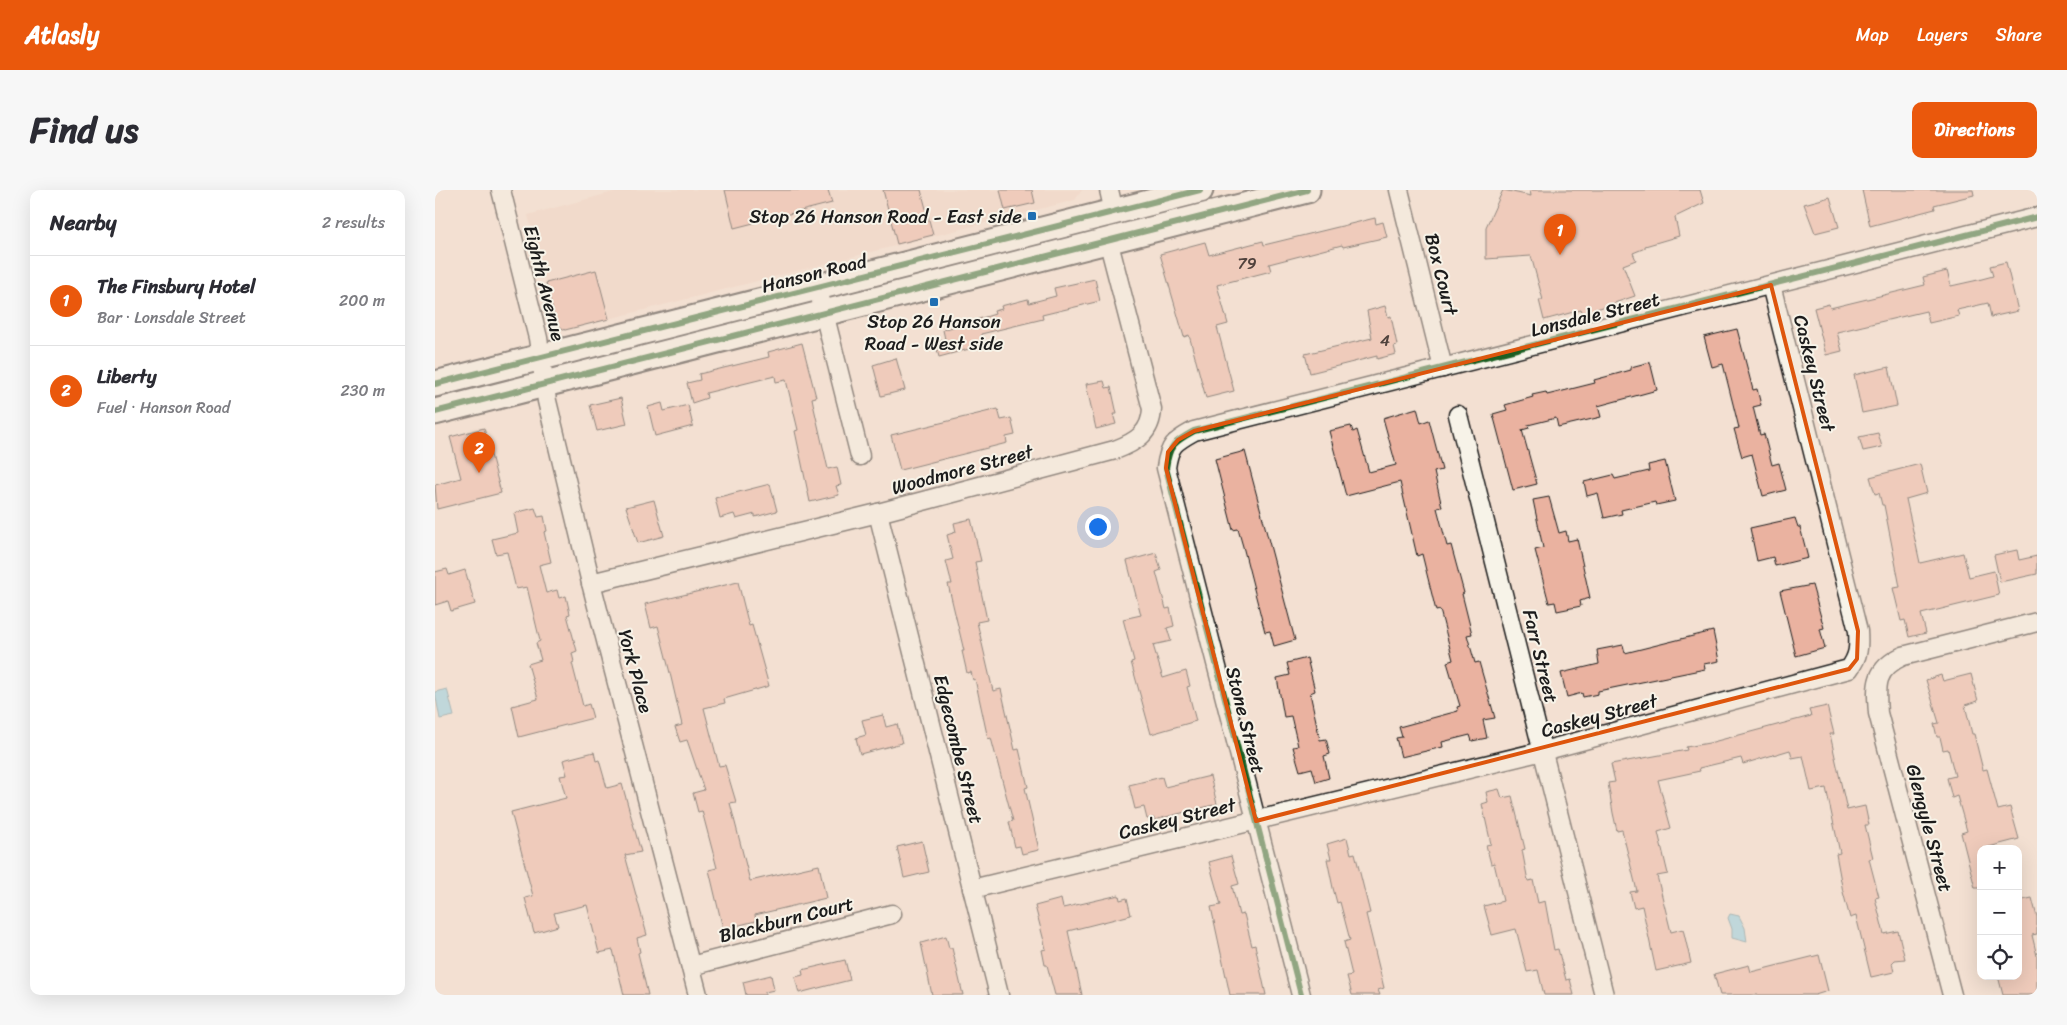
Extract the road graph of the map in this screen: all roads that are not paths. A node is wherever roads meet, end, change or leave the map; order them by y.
1 (501, 190) edge
2 (1200, 190) edge
3 (1307, 190) edge
4 (1399, 190) edge
5 (1111, 201) edge
6 (2037, 218) edge
7 (1108, 240) junction
8 (1771, 285) junction
9 (818, 288) junction
10 (824, 313) junction
11 (541, 357) junction
12 (1443, 368) junction
13 (435, 384) edge
14 (544, 384) junction
15 (435, 412) edge
16 (1458, 415) dead end
17 (1168, 452) joint
18 (860, 456) dead end
19 (878, 514) junction
20 (591, 583) junction
21 (2037, 622) edge
22 (1543, 751) junction
23 (1256, 821) junction
24 (972, 889) junction
25 (892, 914) dead end
26 (691, 966) junction
27 (698, 995) edge
28 (999, 995) edge
29 (1301, 995) edge
30 (1604, 995) edge
31 (1952, 995) edge

1 - 11 street, Eighth Avenue
2 - 5 main road, Hanson Road
3 - 7 main road
4 - 12 street, Box Court
5 - 7 main road
5 - 9 main road, Hanson Road
6 - 8 street, Lonsdale Street
7 - 10 main road
7 - 19 street, Woodmore Street
8 - 12 street, Lonsdale Street
8 - 22 street, Caskey Street
9 - 10 street
9 - 11 main road, Hanson Road
10 - 14 main road
10 - 18 street
11 - 13 main road, Hanson Road
11 - 14 street, York Place
12 - 17 street, Lonsdale Street
14 - 15 main road
14 - 20 street, York Place
16 - 22 street, Farr Street
17 - 23 street, Stone Street
19 - 20 street, Woodmore Street
19 - 24 street, Edgecombe Street
20 - 26 street, York Place
21 - 31 street, Glengyle Street
22 - 23 street, Caskey Street
22 - 30 street, Farr Street
23 - 24 street, Caskey Street
23 - 29 street, Stone Street
24 - 28 street, Edgecombe Street
25 - 26 street, Blackburn Court
26 - 27 street, York Place

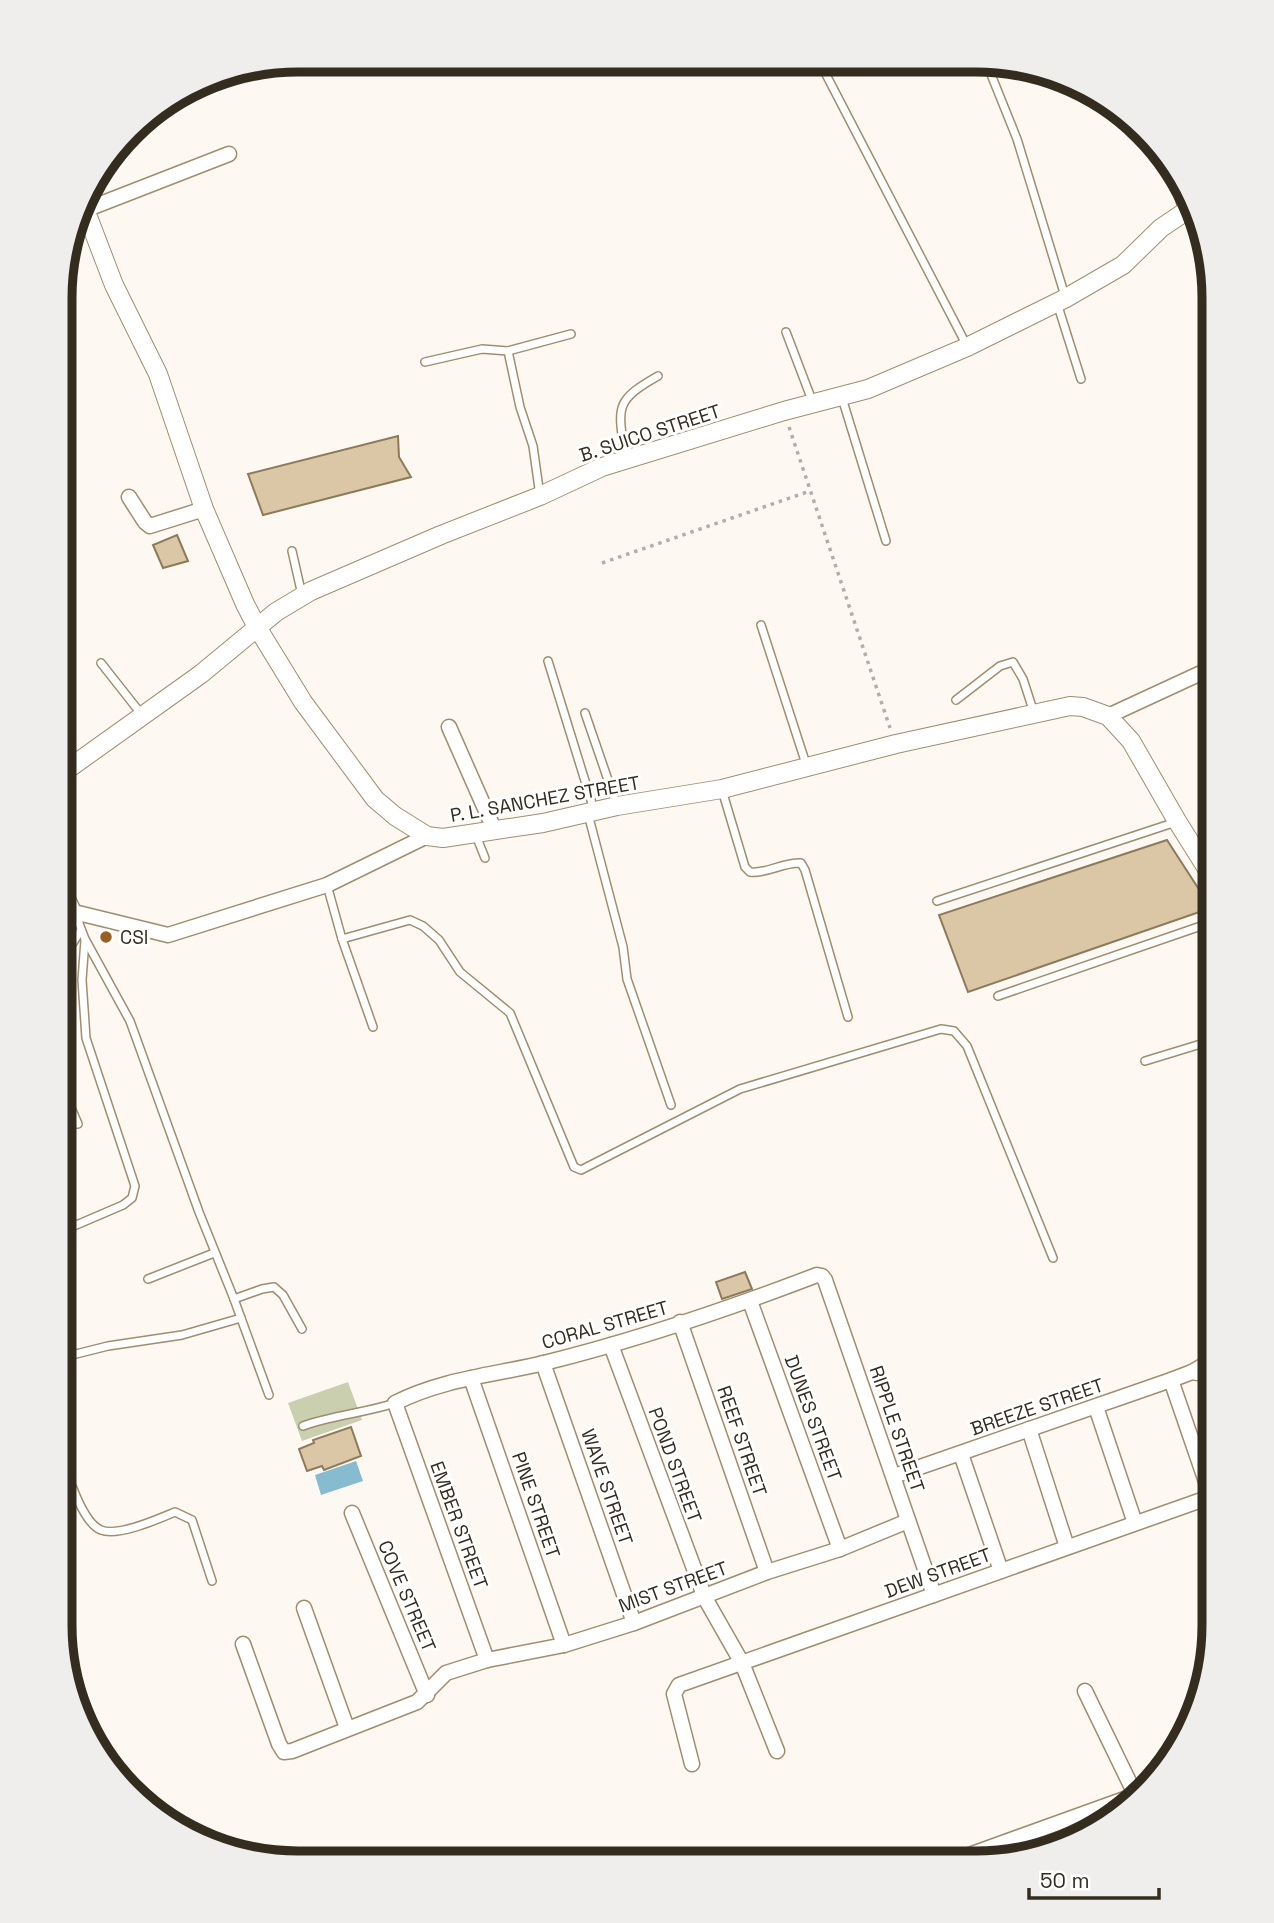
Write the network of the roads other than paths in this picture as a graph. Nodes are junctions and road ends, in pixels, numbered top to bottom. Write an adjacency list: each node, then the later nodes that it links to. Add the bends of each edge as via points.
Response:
########################################
EXERCISE: Output every entry exactly as given; pictures are not part of the copy.

EXERCISE ANSWER:
Extract the road graph of the map in this screen: all roads that are not paths. A node is wherever roads meet, end, change or leave the map; order them by y.
1 (501, 190) edge
2 (1200, 190) edge
3 (1307, 190) edge
4 (1399, 190) edge
5 (1111, 201) edge
6 (2037, 218) edge
7 (1108, 240) junction
8 (1771, 285) junction
9 (818, 288) junction
10 (824, 313) junction
11 (541, 357) junction
12 (1443, 368) junction
13 (435, 384) edge
14 (544, 384) junction
15 (435, 412) edge
16 (1458, 415) dead end
17 (1168, 452) joint
18 (860, 456) dead end
19 (878, 514) junction
20 (591, 583) junction
21 (2037, 622) edge
22 (1543, 751) junction
23 (1256, 821) junction
24 (972, 889) junction
25 (892, 914) dead end
26 (691, 966) junction
27 (698, 995) edge
28 (999, 995) edge
29 (1301, 995) edge
30 (1604, 995) edge
31 (1952, 995) edge

1 - 11 street, Eighth Avenue
2 - 5 main road, Hanson Road
3 - 7 main road
4 - 12 street, Box Court
5 - 7 main road
5 - 9 main road, Hanson Road
6 - 8 street, Lonsdale Street
7 - 10 main road
7 - 19 street, Woodmore Street
8 - 12 street, Lonsdale Street
8 - 22 street, Caskey Street
9 - 10 street
9 - 11 main road, Hanson Road
10 - 14 main road
10 - 18 street
11 - 13 main road, Hanson Road
11 - 14 street, York Place
12 - 17 street, Lonsdale Street
14 - 15 main road
14 - 20 street, York Place
16 - 22 street, Farr Street
17 - 23 street, Stone Street
19 - 20 street, Woodmore Street
19 - 24 street, Edgecombe Street
20 - 26 street, York Place
21 - 31 street, Glengyle Street
22 - 23 street, Caskey Street
22 - 30 street, Farr Street
23 - 24 street, Caskey Street
23 - 29 street, Stone Street
24 - 28 street, Edgecombe Street
25 - 26 street, Blackburn Court
26 - 27 street, York Place

Write the network of the roads other than paths in this picture as a graph. Nodes are junctions and road ends, in pixels, numbered top to bottom. Write an adjacency list: each node, then the later nodes that it links to. Add the bends of each edge as via points.
Response:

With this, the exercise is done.